Stored data
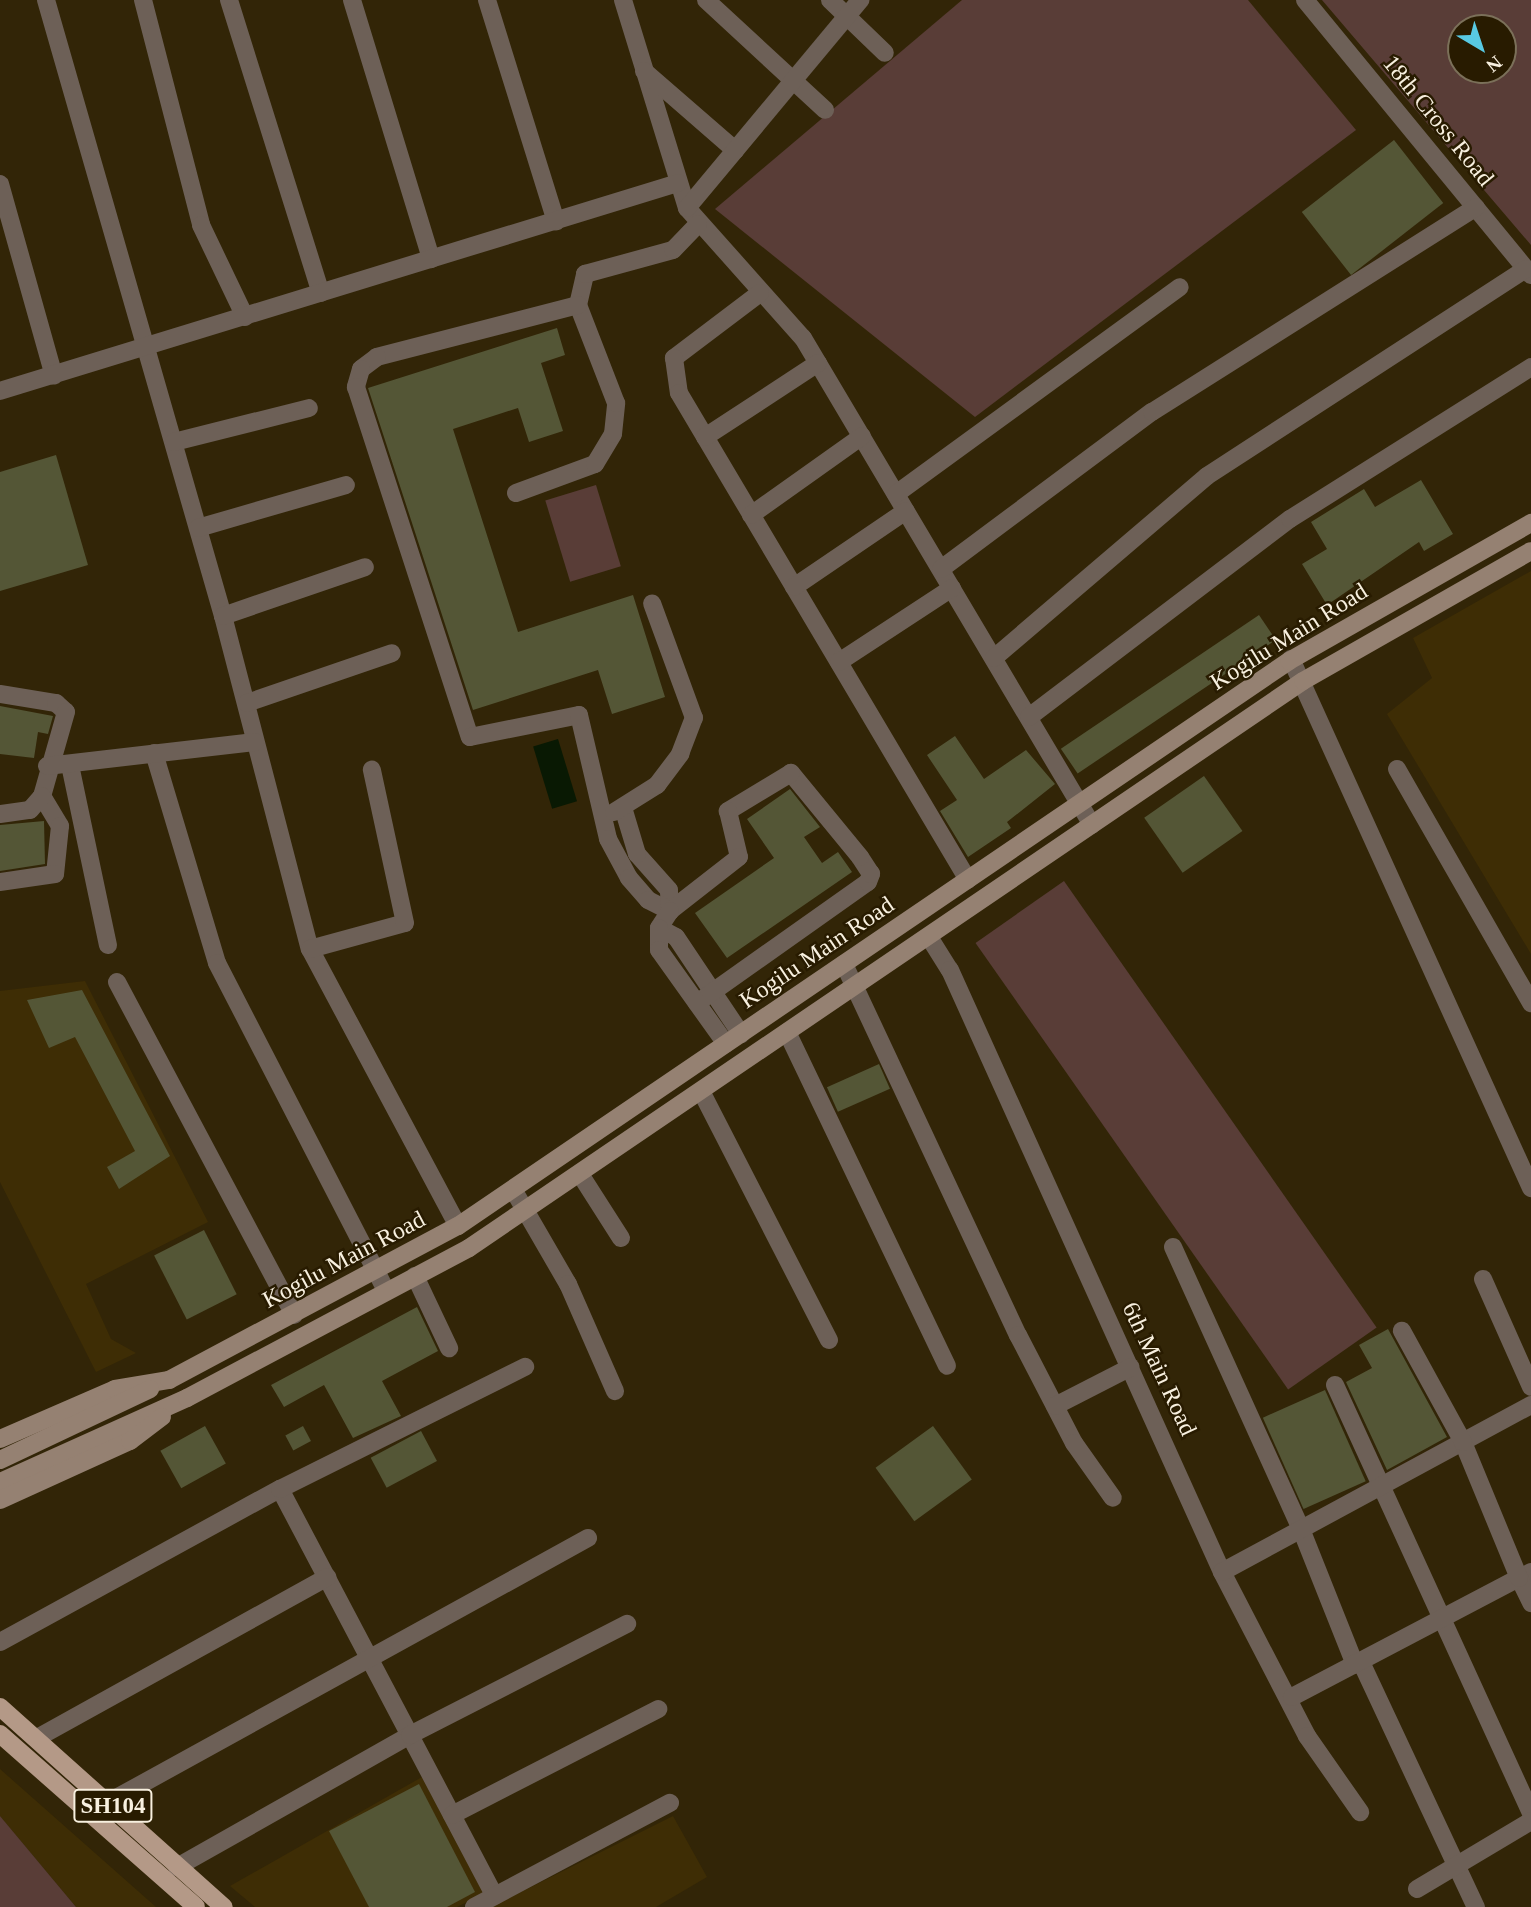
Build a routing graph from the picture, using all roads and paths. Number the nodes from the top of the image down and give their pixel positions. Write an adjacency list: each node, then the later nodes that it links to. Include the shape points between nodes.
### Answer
1 (46, 0): 30 (street)
2 (143, 0): 29 (street, via 201,225)
3 (229, 0): 26 (street)
4 (352, 0): 23 (street)
5 (487, 0): 21 (street)
6 (706, 0): 14 (street)
7 (830, 0): 11 (street)
8 (860, 0): 11 (street)
9 (1305, 0): 19 (street, 18th Cross Road)
10 (629, 4): 13 (street)
11 (847, 16): 12 (street); 14 (street)
12 (885, 53)
13 (644, 71): 16 (street); 17 (street)
14 (793, 80): 15 (street); 16 (street)
15 (825, 110)
16 (735, 150): 20 (street)
17 (678, 183): 20 (street); 21 (street)
18 (0, 184): 33 (street)
19 (1476, 207): 24 (street, 18th Cross Road); 48 (street, via 1153,412)
20 (687, 208): 22 (street)
21 (556, 221): 23 (street)
22 (698, 224): 27 (street); 28 (street, via 673,250 585,274)
23 (431, 259): 26 (street)
24 (1529, 272): 54 (street, via 1207,476)
25 (1180, 287): 41 (street)
26 (321, 293): 29 (street)
27 (760, 293): 31 (street); 37 (street, via 674,358 679,393)
28 (578, 305): 40 (street, via 616,403 613,434 595,464); 70 (street, via 377,358 361,369 356,387 470,737 579,716)
29 (245, 317): 30 (street)
30 (147, 347): 33 (street); 38 (street)
31 (818, 363): 36 (street); 37 (street)
32 (1531, 367): 60 (street, via 1290,519)
33 (54, 376): 34 (street)
34 (0, 391)
35 (309, 408): 38 (street)
36 (862, 436): 41 (street); 43 (street)
37 (705, 438): 43 (street)
38 (173, 442): 45 (street)
39 (346, 485): 45 (street)
40 (516, 492)
41 (896, 494): 42 (street)
42 (906, 511): 48 (street); 49 (street)
43 (751, 515): 49 (street)
44 (1531, 523): 55 (main road, Kogilu Main Road)
45 (198, 528): 52 (street)
46 (1531, 551): 57 (main road, Kogilu Main Road)
47 (365, 567): 52 (street)
48 (941, 569): 50 (street)
49 (794, 587): 56 (street)
50 (952, 588): 54 (street); 56 (street)
51 (652, 603): 69 (street, via 694,718 680,754 657,785)
52 (223, 616): 59 (street)
53 (392, 653): 59 (street)
54 (994, 658): 60 (street)
55 (1291, 659): 57 (street); 68 (main road, Kogilu Main Road)
56 (839, 662): 73 (street)
57 (1303, 681): 72 (main road, Kogilu Main Road); 91 (street)
58 (0, 694): 64 (street, via 63,706)
59 (247, 703): 61 (street)
60 (1029, 717): 68 (street)
61 (255, 742): 62 (street); 79 (street)
62 (154, 753): 63 (street); 97 (street, via 217,963)
63 (70, 765): 64 (street); 78 (street)
64 (47, 766): 67 (street)
65 (1397, 769): 85 (street)
66 (372, 770): 79 (street, via 405,923)
67 (42, 796): 71 (street, via 30,810); 74 (street, via 60,826 55,874)
68 (1080, 803): 72 (street); 73 (main road, Kogilu Main Road)
69 (624, 811): 70 (street); 75 (street, via 637,855 669,890)
70 (604, 813): 75 (street, via 608,839 629,878 648,900)
71 (0, 814)
72 (1092, 825): 77 (main road, Kogilu Main Road)
73 (968, 880): 80 (main road, Kogilu Main Road)
74 (0, 882)
75 (670, 911): 76 (street); 83 (street, via 739,857 728,810 791,773 871,874 855,895)
76 (659, 928): 83 (street, via 676,937); 84 (street, via 659,950)
77 (929, 937): 82 (main road, Kogilu Main Road); 107 (street, 6th Main Road, via 950,970)
78 (108, 945)
79 (310, 948): 94 (street)
80 (844, 964): 82 (street); 87 (main road, Kogilu Main Road)
81 (117, 982): 101 (street)
82 (855, 987): 86 (main road, Kogilu Main Road); 114 (street)
83 (713, 991): 84 (street); 87 (street)
84 (697, 1003): 88 (street)
85 (1531, 1003)
86 (787, 1032): 89 (main road, Kogilu Main Road); 105 (street)
87 (741, 1034): 88 (main road, Kogilu Main Road)
88 (726, 1044): 92 (main road, Kogilu Main Road)
89 (701, 1091): 90 (main road, Kogilu Main Road); 103 (street)
90 (580, 1174): 93 (main road, Kogilu Main Road); 95 (street)
91 (1531, 1188)
92 (514, 1191): 93 (street); 94 (main road, Kogilu Main Road)
93 (528, 1211): 98 (main road, Kogilu Main Road); 111 (street)
94 (458, 1226): 97 (main road, Kogilu Main Road)
95 (621, 1238)
96 (1173, 1248): 123 (street)
97 (376, 1271): 100 (street); 101 (main road, Kogilu Main Road)
98 (415, 1276): 100 (main road, Kogilu Main Road); 104 (street)
99 (1483, 1279): 110 (street)
100 (386, 1290): 112 (main road, Kogilu Main Road)
101 (294, 1315): 108 (main road, Kogilu Main Road)
102 (1402, 1331): 116 (street)
103 (829, 1340)
104 (449, 1348)
105 (947, 1366)
106 (525, 1367): 120 (street)
107 (1131, 1367): 114 (street); 125 (street, 6th Main Road)
108 (169, 1380): 115 (main road, Kogilu Main Road, via 115,1389); 117 (main road)
109 (1335, 1385): 119 (street)
110 (1531, 1387)
111 (615, 1391)
112 (187, 1398): 118 (main road); 122 (main road, via 130,1441)
113 (1531, 1405): 116 (street)
114 (1055, 1406): 121 (street)
115 (0, 1439)
116 (1463, 1442): 119 (street); 126 (street)
117 (0, 1460)
118 (0, 1482)
119 (1384, 1485): 123 (street); 129 (street)
120 (280, 1489): 127 (street); 131 (street)
121 (1113, 1498)
122 (0, 1500)
123 (1301, 1529): 125 (street); 133 (street)
124 (588, 1538): 132 (street)
125 (1222, 1572): 134 (street, 6th Main Road)
126 (1525, 1575): 128 (street); 129 (street)
127 (327, 1577): 132 (street); 139 (street)
128 (1531, 1603)
129 (1438, 1619): 133 (street); 143 (street)
130 (627, 1624): 138 (street)
131 (0, 1642)
132 (369, 1657): 138 (street); 140 (street)
133 (1358, 1663): 134 (street); 146 (street)
134 (1292, 1698): 142 (street, 6th Main Road, via 1307,1735)
135 (0, 1707): 139 (main road, SH104)
136 (657, 1709): 144 (street)
137 (0, 1734): 150 (main road, SH104)
138 (410, 1735): 144 (street); 147 (street)
139 (37, 1738): 140 (main road, SH104)
140 (108, 1802): 147 (main road, SH104)
141 (670, 1803): 149 (street)
142 (1360, 1812)
143 (1531, 1814)
144 (452, 1815): 149 (street)
145 (1531, 1821): 146 (street)
146 (1453, 1864): 148 (street); 153 (street)
147 (177, 1867): 151 (main road, SH104)
148 (1417, 1889)
149 (495, 1896): 152 (street)
150 (196, 1907)
151 (224, 1907)
152 (474, 1907)
153 (1475, 1907)

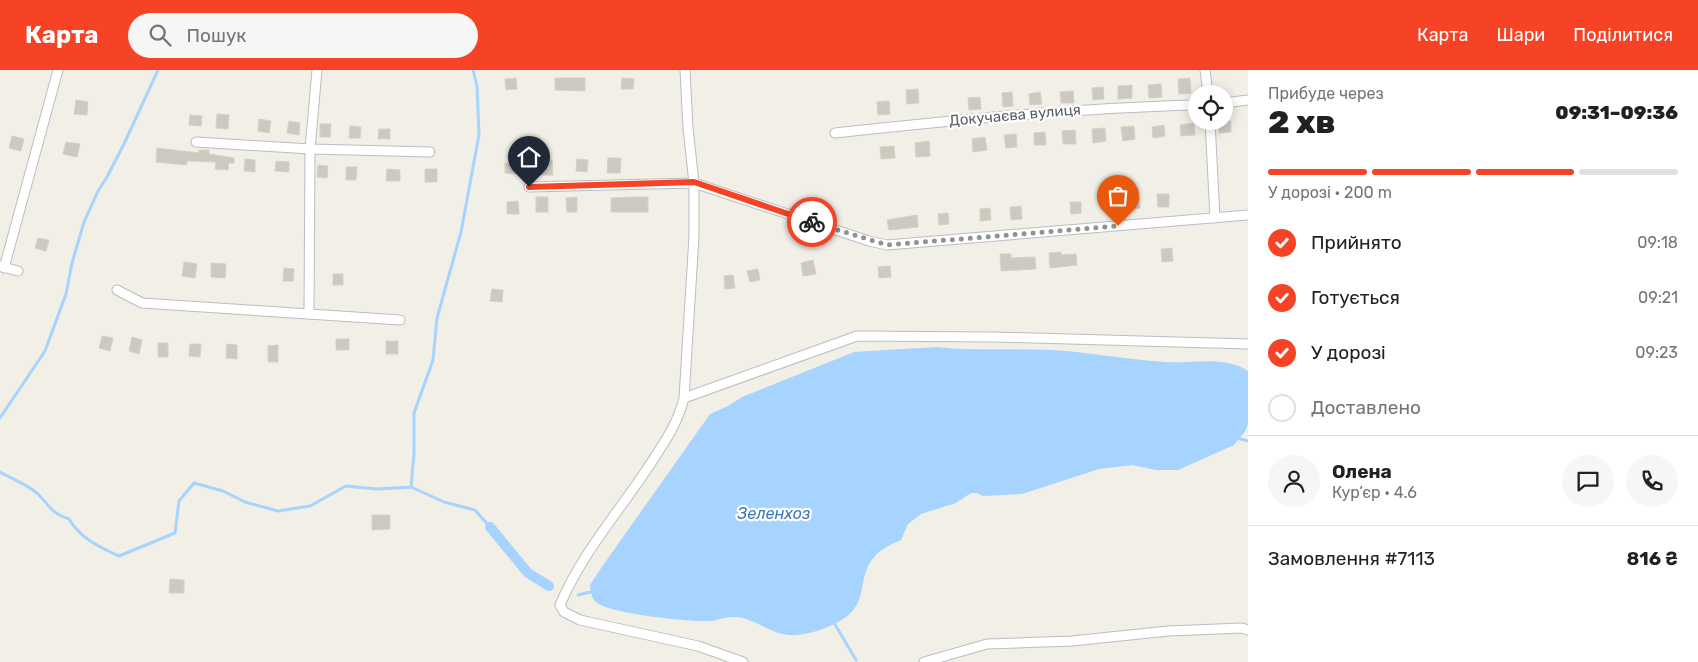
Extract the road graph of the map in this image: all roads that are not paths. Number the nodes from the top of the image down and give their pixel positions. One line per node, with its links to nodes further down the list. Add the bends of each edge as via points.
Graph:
1 (58, 70): 18 (street)
2 (316, 70): 12 (street)
3 (685, 70): 14 (street)
4 (1205, 70): 5 (street)
5 (1207, 85)
6 (1248, 100): 7 (street)
7 (1233, 102)
8 (1188, 105): 10 (street, Докучаєва вулиця, via 1013,114)
9 (1210, 130): 17 (street)
10 (834, 133)
11 (196, 142): 12 (street)
12 (310, 149): 13 (street); 21 (street)
13 (430, 152)
14 (694, 182): 15 (street); 17 (street, via 887,245); 24 (street)
15 (529, 187)
16 (1248, 215): 17 (street)
17 (1215, 218)
18 (2, 267): 19 (street)
19 (18, 271)
20 (117, 290): 21 (street, via 142,303)
21 (309, 313): 22 (street)
22 (400, 320)
23 (1248, 344): 24 (street, via 857,336)
24 (684, 398): 26 (street, via 670,436 584,556 560,605 564,612 580,620 698,646)
25 (1248, 630): 27 (street, via 1168,631 1072,641 987,644)
26 (743, 662)
27 (924, 662)

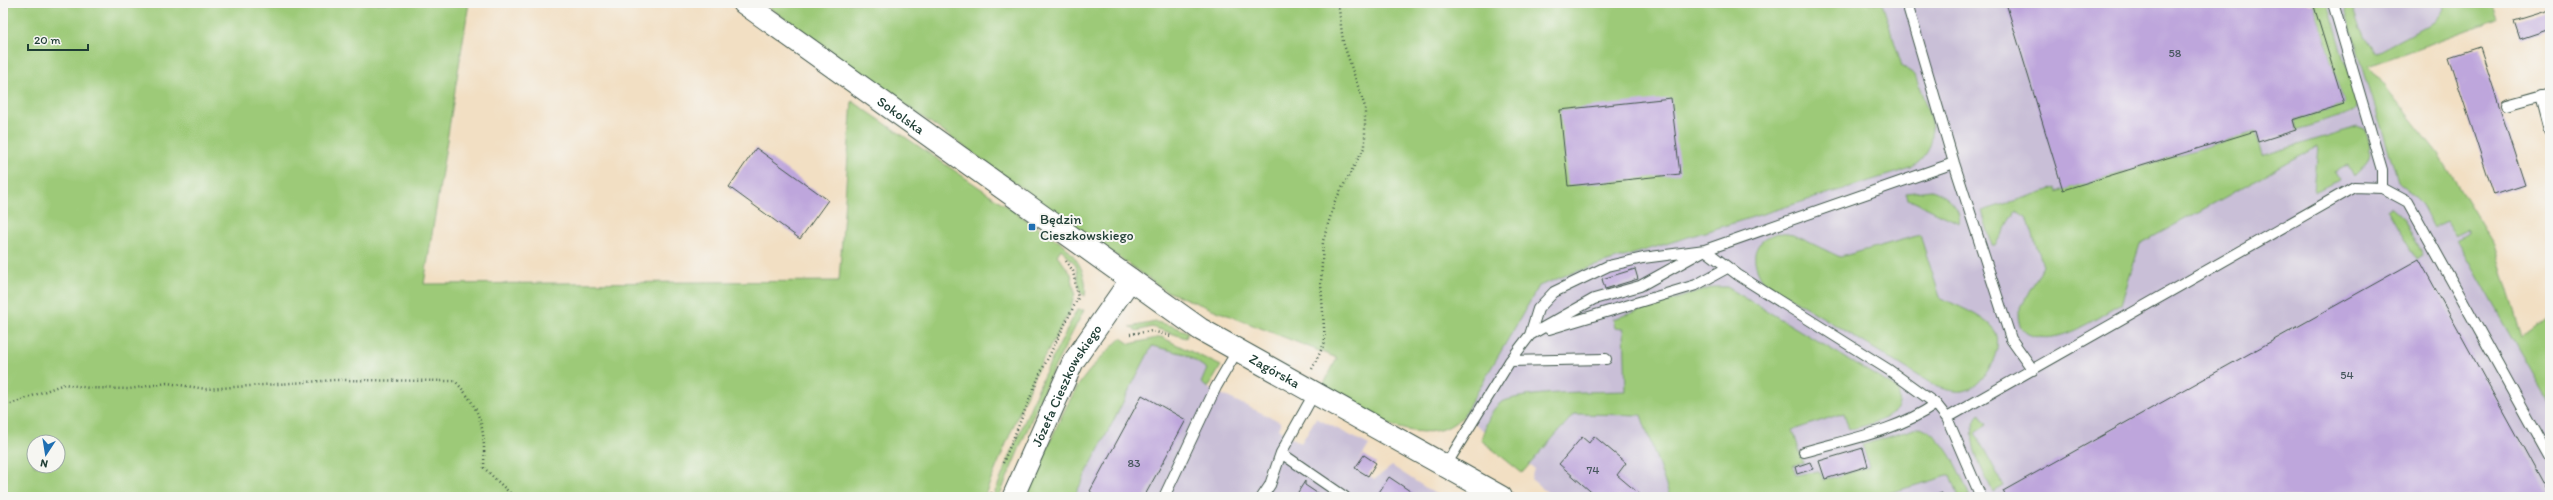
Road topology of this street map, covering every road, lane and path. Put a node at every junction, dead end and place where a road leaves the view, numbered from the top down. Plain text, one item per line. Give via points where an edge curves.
1 (744, 3) edge
2 (1341, 3) edge
3 (1907, 3) edge
4 (2333, 3) edge
5 (2545, 94) edge
6 (2507, 105) dead end
7 (2550, 130) edge
8 (1954, 163) junction
9 (2382, 188) junction
10 (1064, 233) junction
11 (1705, 250) junction
12 (1727, 268) junction
13 (1131, 279) junction
14 (1530, 335) junction
15 (1237, 351) junction
16 (1606, 359) dead end
17 (1510, 361) junction
18 (2033, 370) junction
19 (1309, 389) junction
20 (1936, 404) junction
21 (3, 407) edge
22 (1947, 418) junction
23 (1804, 452) dead end
24 (1281, 454) junction
25 (2550, 458) edge
26 (1446, 465) junction
27 (1001, 468) dead end
28 (992, 490) dead end
29 (514, 497) edge
30 (795, 497) edge
31 (806, 497) edge
32 (990, 497) edge
33 (1013, 497) edge
34 (1164, 497) edge
35 (1262, 497) edge
36 (1345, 497) edge
37 (1501, 497) edge
38 (1981, 497) edge

1 - 10 street, Sokolska
2 - 19 path via 1339,9 1343,42 1365,107 1365,146 1335,200 1323,241 1321,284 1325,342
3 - 8 lane
4 - 9 lane via 2382,170
5 - 6 lane
5 - 7 lane
8 - 11 lane
8 - 18 lane via 2011,339
9 - 18 lane via 2354,187
9 - 25 lane via 2408,202
10 - 13 street, Zagórska
10 - 27 path via 1061,253 1073,271 1078,298 1040,374
11 - 12 lane
11 - 14 lane via 1640,286 1594,300
11 - 14 lane via 1643,258 1608,266 1560,289 1538,309
12 - 14 lane via 1696,285
12 - 20 lane via 1890,370
13 - 15 street, Zagórska via 1200,329
13 - 33 street, Józefa Cieszkowskiego via 1073,362
14 - 17 lane
15 - 19 street, Zagórska
15 - 34 lane via 1216,387
16 - 17 lane
17 - 26 lane
18 - 22 lane
19 - 24 lane
19 - 26 street, Zagórska
20 - 22 lane
20 - 23 lane via 1900,425
21 - 29 path via 64,384 89,388 129,389 167,383 206,389 335,380 455,381 472,399 485,434 484,468
22 - 38 lane
24 - 35 lane via 1270,485
24 - 36 lane
26 - 37 street, Zagórska
28 - 32 path
30 - 31 path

Required action:
A single number is the answer: the count of lines above that include the string "Cross".

Expected answer:
2